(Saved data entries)
[Start of Attachment]
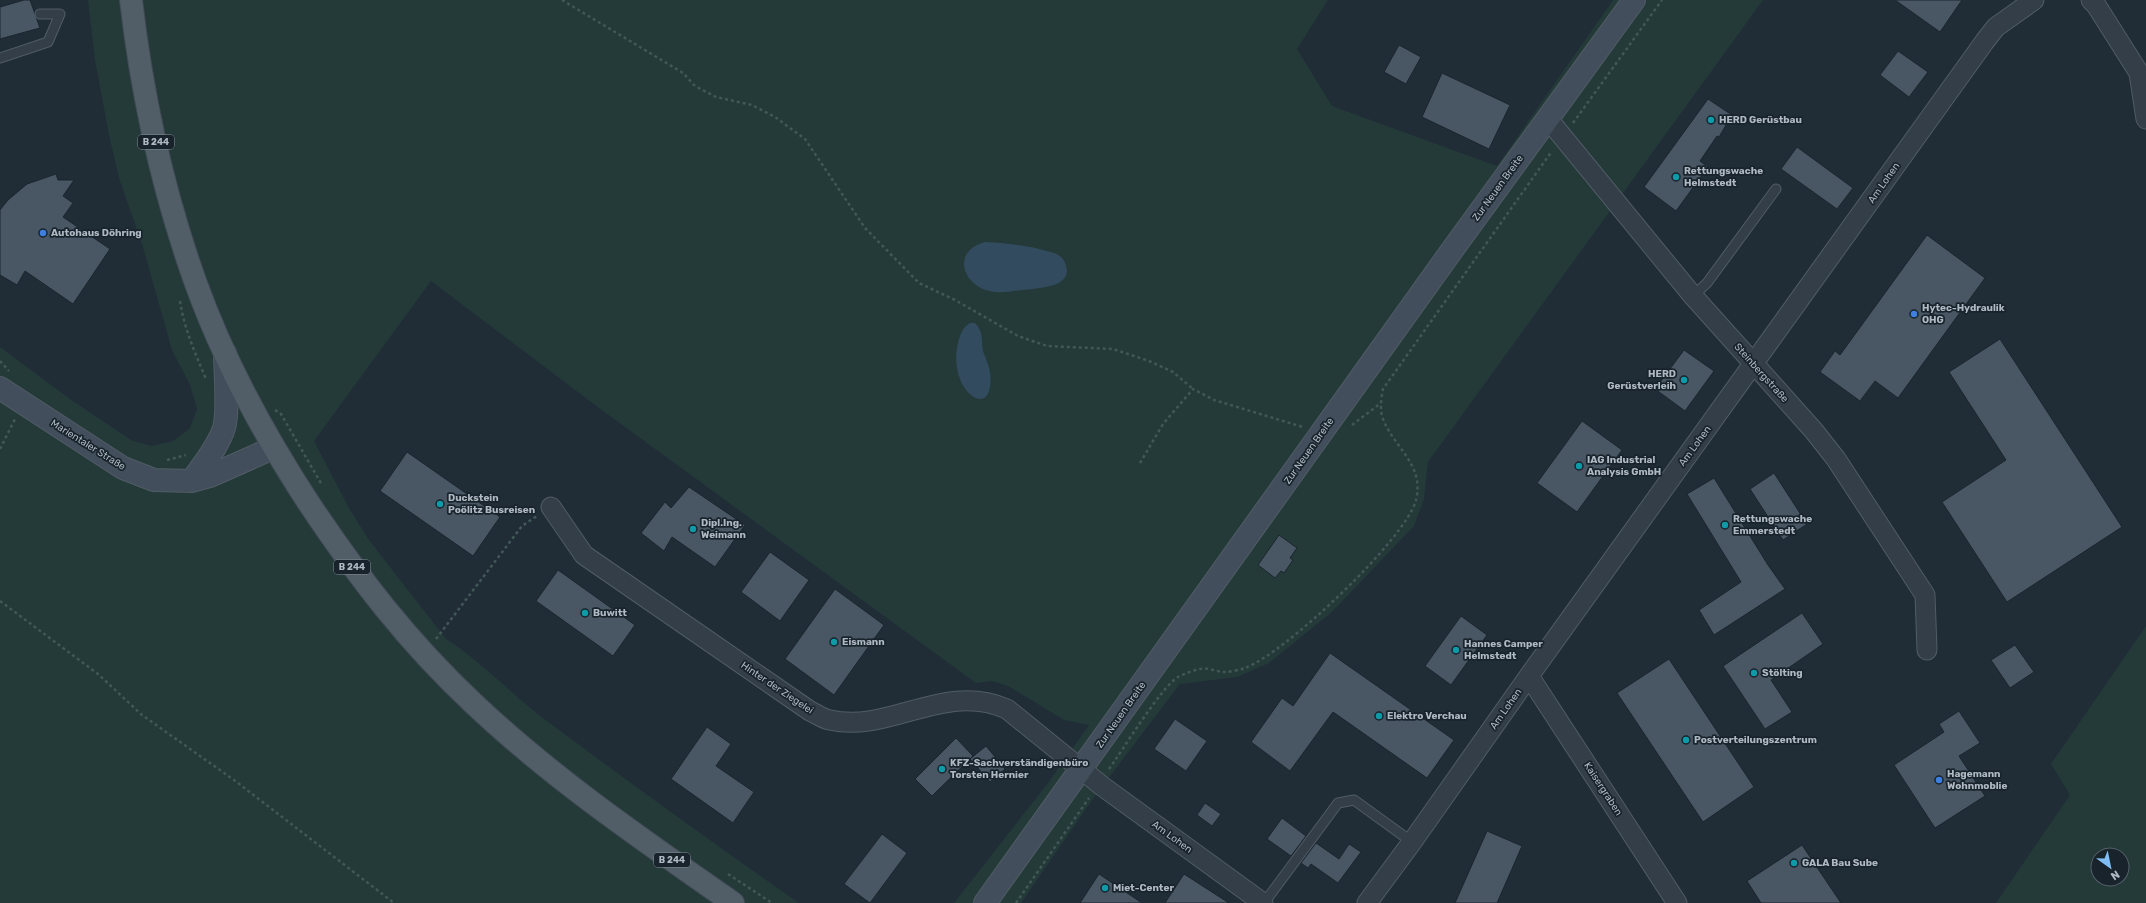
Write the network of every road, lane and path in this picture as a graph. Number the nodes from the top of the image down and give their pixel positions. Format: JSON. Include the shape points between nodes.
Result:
{"nodes":[{"id":1,"x":131,"y":0,"type":"edge"},
{"id":2,"x":562,"y":0,"type":"edge"},
{"id":3,"x":1634,"y":0,"type":"edge"},
{"id":4,"x":1662,"y":0,"type":"edge"},
{"id":5,"x":2034,"y":0,"type":"edge"},
{"id":6,"x":2090,"y":0,"type":"edge"},
{"id":7,"x":40,"y":14,"type":"dead end"},
{"id":8,"x":0,"y":58,"type":"edge"},
{"id":9,"x":1548,"y":119,"type":"junction"},
{"id":10,"x":2146,"y":119,"type":"edge"},
{"id":11,"x":1563,"y":136,"type":"junction"},
{"id":12,"x":1776,"y":189,"type":"dead end"},
{"id":13,"x":1693,"y":296,"type":"junction"},
{"id":14,"x":225,"y":354,"type":"junction"},
{"id":15,"x":0,"y":361,"type":"edge"},
{"id":16,"x":1754,"y":365,"type":"junction"},
{"id":17,"x":5,"y":381,"type":"edge"},
{"id":18,"x":1193,"y":389,"type":"junction"},
{"id":19,"x":257,"y":419,"type":"junction"},
{"id":20,"x":1322,"y":433,"type":"junction"},
{"id":21,"x":274,"y":448,"type":"junction"},
{"id":22,"x":190,"y":452,"type":"dead end"},
{"id":23,"x":161,"y":460,"type":"dead end"},
{"id":24,"x":1140,"y":463,"type":"dead end"},
{"id":25,"x":192,"y":481,"type":"junction"},
{"id":26,"x":324,"y":488,"type":"dead end"},
{"id":27,"x":551,"y":507,"type":"joint"},
{"id":28,"x":0,"y":601,"type":"edge"},
{"id":29,"x":430,"y":635,"type":"dead end"},
{"id":30,"x":1927,"y":650,"type":"dead end"},
{"id":31,"x":1529,"y":676,"type":"junction"},
{"id":32,"x":1082,"y":769,"type":"junction"},
{"id":33,"x":1099,"y":783,"type":"junction"},
{"id":34,"x":1412,"y":842,"type":"junction"},
{"id":35,"x":394,"y":903,"type":"edge"},
{"id":36,"x":733,"y":903,"type":"edge"},
{"id":37,"x":985,"y":903,"type":"edge"},
{"id":38,"x":1016,"y":903,"type":"edge"},
{"id":39,"x":1264,"y":903,"type":"edge"},
{"id":40,"x":1367,"y":903,"type":"edge"},
{"id":41,"x":1677,"y":903,"type":"edge"}],
"edges":[{"from":1,"to":14,"type":"main road","number":"B 244","via":[[151,124],[168,190],[195,282]]},
{"from":2,"to":18,"type":"path","via":[[683,73],[695,86],[716,97],[752,105],[775,117],[805,139],[865,228],[919,283],[955,300],[1018,336],[1047,346],[1113,349],[1174,372]]},
{"from":3,"to":9,"type":"street","name":"Zur Neuen Breite"},
{"from":4,"to":11,"type":"path"},
{"from":5,"to":16,"type":"street","name":"Am Lohen","via":[[1996,26]]},
{"from":6,"to":10,"type":"street","via":[[2096,5],[2139,73]]},
{"from":7,"to":8,"type":"lane","via":[[60,14],[48,42]]},
{"from":9,"to":11,"type":"street","name":"Steinbergstraße"},
{"from":9,"to":20,"type":"street","name":"Zur Neuen Breite"},
{"from":11,"to":13,"type":"street","name":"Steinbergstraße"},
{"from":11,"to":33,"type":"path","via":[[1383,389],[1382,415],[1407,456],[1418,486],[1408,519],[1337,600],[1264,658],[1245,668],[1225,672],[1201,668],[1177,678],[1163,693]]},
{"from":12,"to":13,"type":"lane","via":[[1707,283]]},
{"from":13,"to":16,"type":"street","name":"Steinbergstraße"},
{"from":14,"to":19,"type":"main road","number":"B 244"},
{"from":14,"to":25,"type":"street","via":[[224,428]]},
{"from":15,"to":17,"type":"path"},
{"from":16,"to":30,"type":"street","name":"Steinbergstraße","via":[[1836,459],[1925,594]]},
{"from":16,"to":31,"type":"street","name":"Am Lohen"},
{"from":17,"to":25,"type":"street","name":"Marientaler Straße","via":[[123,468],[154,480]]},
{"from":18,"to":20,"type":"path","via":[[1214,400]]},
{"from":18,"to":24,"type":"path","via":[[1163,424]]},
{"from":19,"to":21,"type":"main road","number":"B 244"},
{"from":19,"to":26,"type":"path","via":[[273,409],[281,414]]},
{"from":20,"to":32,"type":"street","name":"Zur Neuen Breite"},
{"from":21,"to":25,"type":"street","name":"Marientaler Straße","via":[[212,476]]},
{"from":21,"to":36,"type":"main road","number":"B 244","via":[[332,538],[370,591],[444,675],[513,739],[582,795]]},
{"from":22,"to":23,"type":"path","via":[[184,456]]},
{"from":27,"to":29,"type":"path","via":[[522,526],[442,632],[434,641]]},
{"from":27,"to":32,"type":"street","name":"Hinter der Ziegelei","via":[[584,555],[810,711],[829,720],[852,722],[958,700],[992,703],[1007,709]]},
{"from":28,"to":35,"type":"path","via":[[98,674],[142,715],[234,780]]},
{"from":31,"to":34,"type":"street","name":"Am Lohen"},
{"from":31,"to":41,"type":"street","name":"Kaisergraben"},
{"from":32,"to":33,"type":"street","name":"Am Lohen"},
{"from":32,"to":37,"type":"street","name":"Zur Neuen Breite"},
{"from":33,"to":38,"type":"path"},
{"from":33,"to":39,"type":"street","name":"Am Lohen"},
{"from":34,"to":39,"type":"lane","via":[[1354,800],[1338,803]]},
{"from":34,"to":40,"type":"street","name":"Am Lohen"}]}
[End of Attachment]
Every record gets retyped exactly; no picture goes into the copy.

§ **OUTPUT BELOW**:
Write the network of every road, lane and path in this picture as a graph. Number the nodes from the top of the image down and give their pixel positions. Format: JSON. Include the shape points between nodes.
Result:
{"nodes":[{"id":1,"x":131,"y":0,"type":"edge"},
{"id":2,"x":562,"y":0,"type":"edge"},
{"id":3,"x":1634,"y":0,"type":"edge"},
{"id":4,"x":1662,"y":0,"type":"edge"},
{"id":5,"x":2034,"y":0,"type":"edge"},
{"id":6,"x":2090,"y":0,"type":"edge"},
{"id":7,"x":40,"y":14,"type":"dead end"},
{"id":8,"x":0,"y":58,"type":"edge"},
{"id":9,"x":1548,"y":119,"type":"junction"},
{"id":10,"x":2146,"y":119,"type":"edge"},
{"id":11,"x":1563,"y":136,"type":"junction"},
{"id":12,"x":1776,"y":189,"type":"dead end"},
{"id":13,"x":1693,"y":296,"type":"junction"},
{"id":14,"x":225,"y":354,"type":"junction"},
{"id":15,"x":0,"y":361,"type":"edge"},
{"id":16,"x":1754,"y":365,"type":"junction"},
{"id":17,"x":5,"y":381,"type":"edge"},
{"id":18,"x":1193,"y":389,"type":"junction"},
{"id":19,"x":257,"y":419,"type":"junction"},
{"id":20,"x":1322,"y":433,"type":"junction"},
{"id":21,"x":274,"y":448,"type":"junction"},
{"id":22,"x":190,"y":452,"type":"dead end"},
{"id":23,"x":161,"y":460,"type":"dead end"},
{"id":24,"x":1140,"y":463,"type":"dead end"},
{"id":25,"x":192,"y":481,"type":"junction"},
{"id":26,"x":324,"y":488,"type":"dead end"},
{"id":27,"x":551,"y":507,"type":"joint"},
{"id":28,"x":0,"y":601,"type":"edge"},
{"id":29,"x":430,"y":635,"type":"dead end"},
{"id":30,"x":1927,"y":650,"type":"dead end"},
{"id":31,"x":1529,"y":676,"type":"junction"},
{"id":32,"x":1082,"y":769,"type":"junction"},
{"id":33,"x":1099,"y":783,"type":"junction"},
{"id":34,"x":1412,"y":842,"type":"junction"},
{"id":35,"x":394,"y":903,"type":"edge"},
{"id":36,"x":733,"y":903,"type":"edge"},
{"id":37,"x":985,"y":903,"type":"edge"},
{"id":38,"x":1016,"y":903,"type":"edge"},
{"id":39,"x":1264,"y":903,"type":"edge"},
{"id":40,"x":1367,"y":903,"type":"edge"},
{"id":41,"x":1677,"y":903,"type":"edge"}],
"edges":[{"from":1,"to":14,"type":"main road","number":"B 244","via":[[151,124],[168,190],[195,282]]},
{"from":2,"to":18,"type":"path","via":[[683,73],[695,86],[716,97],[752,105],[775,117],[805,139],[865,228],[919,283],[955,300],[1018,336],[1047,346],[1113,349],[1174,372]]},
{"from":3,"to":9,"type":"street","name":"Zur Neuen Breite"},
{"from":4,"to":11,"type":"path"},
{"from":5,"to":16,"type":"street","name":"Am Lohen","via":[[1996,26]]},
{"from":6,"to":10,"type":"street","via":[[2096,5],[2139,73]]},
{"from":7,"to":8,"type":"lane","via":[[60,14],[48,42]]},
{"from":9,"to":11,"type":"street","name":"Steinbergstraße"},
{"from":9,"to":20,"type":"street","name":"Zur Neuen Breite"},
{"from":11,"to":13,"type":"street","name":"Steinbergstraße"},
{"from":11,"to":33,"type":"path","via":[[1383,389],[1382,415],[1407,456],[1418,486],[1408,519],[1337,600],[1264,658],[1245,668],[1225,672],[1201,668],[1177,678],[1163,693]]},
{"from":12,"to":13,"type":"lane","via":[[1707,283]]},
{"from":13,"to":16,"type":"street","name":"Steinbergstraße"},
{"from":14,"to":19,"type":"main road","number":"B 244"},
{"from":14,"to":25,"type":"street","via":[[224,428]]},
{"from":15,"to":17,"type":"path"},
{"from":16,"to":30,"type":"street","name":"Steinbergstraße","via":[[1836,459],[1925,594]]},
{"from":16,"to":31,"type":"street","name":"Am Lohen"},
{"from":17,"to":25,"type":"street","name":"Marientaler Straße","via":[[123,468],[154,480]]},
{"from":18,"to":20,"type":"path","via":[[1214,400]]},
{"from":18,"to":24,"type":"path","via":[[1163,424]]},
{"from":19,"to":21,"type":"main road","number":"B 244"},
{"from":19,"to":26,"type":"path","via":[[273,409],[281,414]]},
{"from":20,"to":32,"type":"street","name":"Zur Neuen Breite"},
{"from":21,"to":25,"type":"street","name":"Marientaler Straße","via":[[212,476]]},
{"from":21,"to":36,"type":"main road","number":"B 244","via":[[332,538],[370,591],[444,675],[513,739],[582,795]]},
{"from":22,"to":23,"type":"path","via":[[184,456]]},
{"from":27,"to":29,"type":"path","via":[[522,526],[442,632],[434,641]]},
{"from":27,"to":32,"type":"street","name":"Hinter der Ziegelei","via":[[584,555],[810,711],[829,720],[852,722],[958,700],[992,703],[1007,709]]},
{"from":28,"to":35,"type":"path","via":[[98,674],[142,715],[234,780]]},
{"from":31,"to":34,"type":"street","name":"Am Lohen"},
{"from":31,"to":41,"type":"street","name":"Kaisergraben"},
{"from":32,"to":33,"type":"street","name":"Am Lohen"},
{"from":32,"to":37,"type":"street","name":"Zur Neuen Breite"},
{"from":33,"to":38,"type":"path"},
{"from":33,"to":39,"type":"street","name":"Am Lohen"},
{"from":34,"to":39,"type":"lane","via":[[1354,800],[1338,803]]},
{"from":34,"to":40,"type":"street","name":"Am Lohen"}]}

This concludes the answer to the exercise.